Fixed tissues were washed with a reaction buffer consisting of 100 mM sodium phosphate buffer (pH 7.3), 2 mM magnesium chloride, 0.02% Nonidet P-40, and 0.01% sodium deoxycholate. The tissues were then stained for lacZ activity with a reaction buffer containing 1 mg/ml X-gal, 5 mM potassium ferricyanide, 5 mM potassium ferrocyanide, and 20 mM Tris-hydrochloric acid (pH 7.3). After staining, tissues were post-fixed in 4% PFA for 24 h at 4°C and demineralized with Morse’s solution (22.5% formic acid and 10% sodium citrate) for 36 h. Demineralized specimens were dehydrated in graded ethanol, cleared in Tissue-Tek® Tissue-Clear™ (Sakura Finetek Japan, Tokyo, Japan), and embedded in Tissue-Tek® Xpress® Paraffin Wax II60 (Sakura Finetek Japan, Tokyo, Japan). Sagittal sections of maxillary first molars, with a thickness of 6 μm, were placed on slides pre-coated with aminopropyltriethoxysilane (Matsunami glass, Osaka, Japan).

Assessment of Anxa5-lacZ detection

Teeth that were stained after extraction were photographed using a digital camera (DP71, Olympus, Tokyo, Japan) connected to a stereomicroscope (MZFLIII, Leica Microsystems Japan, Tokyo, Japan). Stained sections were photographed using a digital camera connected to a differential interference microscope (Eclipse 80i, Nikon, Tokyo, Japan). The area stained with X-gal in rectangular area measuring 65 μm wide and 380 μm tall including periodontal ligament in mesial side of mesial root and distal side of distal root was measured by ImageJ 1.39 (NIH, USA) (Fig. 2e). The stained area was calculated as percent area against total area and the difference of percent area among fixation conditions were statistically analyzed by Scheffe’s test. The fixation condition which shows the most extensive X-gal staining was assessed as optimal.

Fig. 2

Effects of temperature and time of fixation. Maxillae from Anxa5-lacZ mice were fixed in glutaraldehyde (a–c) and acetone (d–i) at room temperature (RT) (a–f) and 4°C (g–i) for 8 h (a, d, and g), 24 h (b, e, and h), and 48 h (c, f, and i). Fixed tissues were stained with X-gal. Six-micrometer-thick paraffin sections were prepared by the procedure described in the legend of Fig. 1. In glutaraldehyde fixed tissues (a–c), Anxa5-lacZ signals were detected more extensively in a fixation time-dependent manner. In acetone fixed tissues (d–i), marked differences were not detected in Anxa5-lacZ signals under all conditions, even at the lower temperature (g–i). Scale bar 200 μm

Results

Whole-mount lacZ staining of the periodontal tissue attached to an extracted tooth

In our preliminary experiment, we observed Anxa5 expression in the periodontal tissue. Using Anxa5-lacZ knock-in mice, we extracted first molars of the mandible and examined lacZ expression as whole mounts. Extracted teeth were fixed in glutaraldehyde or acetone for 8 h at 4°C and whole teeth containing periodontal ligament tissues were stained with X-gal. Periodontal ligaments attached to tooth roots from Anxa5-lacZ mice showed strong blue staining (Supplemental Fig. 1c, d). This was not observed in the wild-type C57BL/6J mice (Supplemental Fig. 1a, b). The distribution of blue staining by X-gal was the same under both sets of fixation conditions. These results indicate that lacZ is uniformly stained under both conditions when tissues were directly exposed to fixative reagents.

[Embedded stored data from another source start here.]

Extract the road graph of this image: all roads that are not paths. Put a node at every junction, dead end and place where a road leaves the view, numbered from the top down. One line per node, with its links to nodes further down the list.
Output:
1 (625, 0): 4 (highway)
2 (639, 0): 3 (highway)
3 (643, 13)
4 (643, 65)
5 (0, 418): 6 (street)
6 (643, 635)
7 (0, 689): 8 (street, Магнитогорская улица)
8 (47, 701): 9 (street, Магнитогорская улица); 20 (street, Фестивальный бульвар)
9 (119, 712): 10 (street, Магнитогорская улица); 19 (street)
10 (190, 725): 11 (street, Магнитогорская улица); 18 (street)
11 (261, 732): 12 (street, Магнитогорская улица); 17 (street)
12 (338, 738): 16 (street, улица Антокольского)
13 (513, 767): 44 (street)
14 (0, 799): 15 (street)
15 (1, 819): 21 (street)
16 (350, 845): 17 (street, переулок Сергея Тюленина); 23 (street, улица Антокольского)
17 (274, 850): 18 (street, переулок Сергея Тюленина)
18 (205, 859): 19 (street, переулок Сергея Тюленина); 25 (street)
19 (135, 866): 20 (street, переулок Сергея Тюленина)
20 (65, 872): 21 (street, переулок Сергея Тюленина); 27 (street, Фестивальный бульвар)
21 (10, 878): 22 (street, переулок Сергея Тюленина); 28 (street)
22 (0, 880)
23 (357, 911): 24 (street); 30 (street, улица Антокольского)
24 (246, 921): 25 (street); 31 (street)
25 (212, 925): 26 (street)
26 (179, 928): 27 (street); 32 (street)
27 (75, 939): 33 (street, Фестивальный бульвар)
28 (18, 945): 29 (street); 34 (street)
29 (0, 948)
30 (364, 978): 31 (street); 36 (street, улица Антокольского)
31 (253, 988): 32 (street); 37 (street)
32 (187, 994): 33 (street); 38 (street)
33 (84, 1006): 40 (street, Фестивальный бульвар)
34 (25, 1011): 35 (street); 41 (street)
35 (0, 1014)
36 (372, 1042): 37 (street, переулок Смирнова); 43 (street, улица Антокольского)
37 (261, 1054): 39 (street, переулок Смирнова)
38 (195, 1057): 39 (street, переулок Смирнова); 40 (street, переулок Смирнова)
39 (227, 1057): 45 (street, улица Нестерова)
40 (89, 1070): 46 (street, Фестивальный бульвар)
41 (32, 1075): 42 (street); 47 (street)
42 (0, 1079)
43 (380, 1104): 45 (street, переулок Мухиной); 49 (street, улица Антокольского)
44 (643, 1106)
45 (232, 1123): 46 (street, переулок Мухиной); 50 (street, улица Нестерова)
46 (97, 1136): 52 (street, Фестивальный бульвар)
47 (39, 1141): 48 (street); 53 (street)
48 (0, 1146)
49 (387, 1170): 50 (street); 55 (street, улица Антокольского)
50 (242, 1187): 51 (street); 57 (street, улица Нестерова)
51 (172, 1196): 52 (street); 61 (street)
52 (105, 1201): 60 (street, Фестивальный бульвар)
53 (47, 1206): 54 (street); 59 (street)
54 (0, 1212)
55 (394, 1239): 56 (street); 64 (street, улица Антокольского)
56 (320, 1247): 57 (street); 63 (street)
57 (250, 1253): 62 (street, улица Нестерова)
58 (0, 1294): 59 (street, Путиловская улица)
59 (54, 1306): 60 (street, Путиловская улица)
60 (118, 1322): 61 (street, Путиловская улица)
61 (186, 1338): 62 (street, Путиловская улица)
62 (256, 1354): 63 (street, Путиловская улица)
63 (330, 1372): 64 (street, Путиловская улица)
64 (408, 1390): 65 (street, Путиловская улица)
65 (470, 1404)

Optimal conditions for fixation for whole-mount lacZ staining of the maxillae

We next examined if lacZ expression in the periodontal ligament could be detected when we stained maxillary bone and teeth as whole maxillary tissues. Maxillae from Anxa5-lacZ mice were fixed under various fixative conditions (Table 1), stained with X-gal, postfixed in PFA, demineralized with Morse’s solution, and embedded in paraffin, according to the conventional procedure. In the PFA (Fig. 1b) and glutaraldehyde (Fig. 1c) fixed tissues, lacZ activity could be detected in palatine mucosa, gingival tissue, and the periodontal tissues only around the cervical area, and not around the root apices. In contrast, lacZ activity could be detected in all over the periodontal ligament tissues and apical part of dental pulp fixed with acetone (Fig. 1a). The mean percent area of X-gal staining in the specimen fixed with acetone was more than twice as large as those with other fixatives (Fig. 1e, p < 0.01). In the wild-type mice (Fig. 1d), blue staining of X-gal was not observed, indicating that endogenous β-galactosidase activity does not give rise to blue staining under our experimental conditions. These results suggest that acetone is the most effective fixative for detecting lacZ activity in deeper areas of maxillary tissue.

Fig. 1

Optimal fixation conditions for detection of the Anxa5-lacZ gene in whole tissue. Maxillae from Anxa5-lacZ (a–c) and wild C57BL/6J (d) mice were fixed in acetone (a and d), PFA (b), and glutaraldehyde (c) for 8 h at 4°C. Fixed tissues were stained with X-gal for 5 days at 4°C, postfixed in PFA for 24 h at 4°C, demineralized with Morse’s solution for 36 h at 4°C, and embedded in paraffin. Six-micrometer-thick paraffin sections were prepared. Acetone fixed tissue (a) showed Anxa5-lacZ gene expression throughout the periodontal tissue and apical region of dental pulp. In the PFA (b) and glutaraldehyde (c) fixed tissues, the Anxa5-lacZ gene was not detected in the deeper area around the root apices. In the wild-type mice (d), the X-gal signal was not detected. B bone, P periodontal ligament, T tooth root. Scale bar 100 μm. (e) Percent area stained with X-gal (left) in rectangular areas (right) including mesial and distal sides of periodontal ligament after fixed with acetone, PFA, and glutaraldehyde. Mean ± SD **p < 0.01 (Scheffe’s test)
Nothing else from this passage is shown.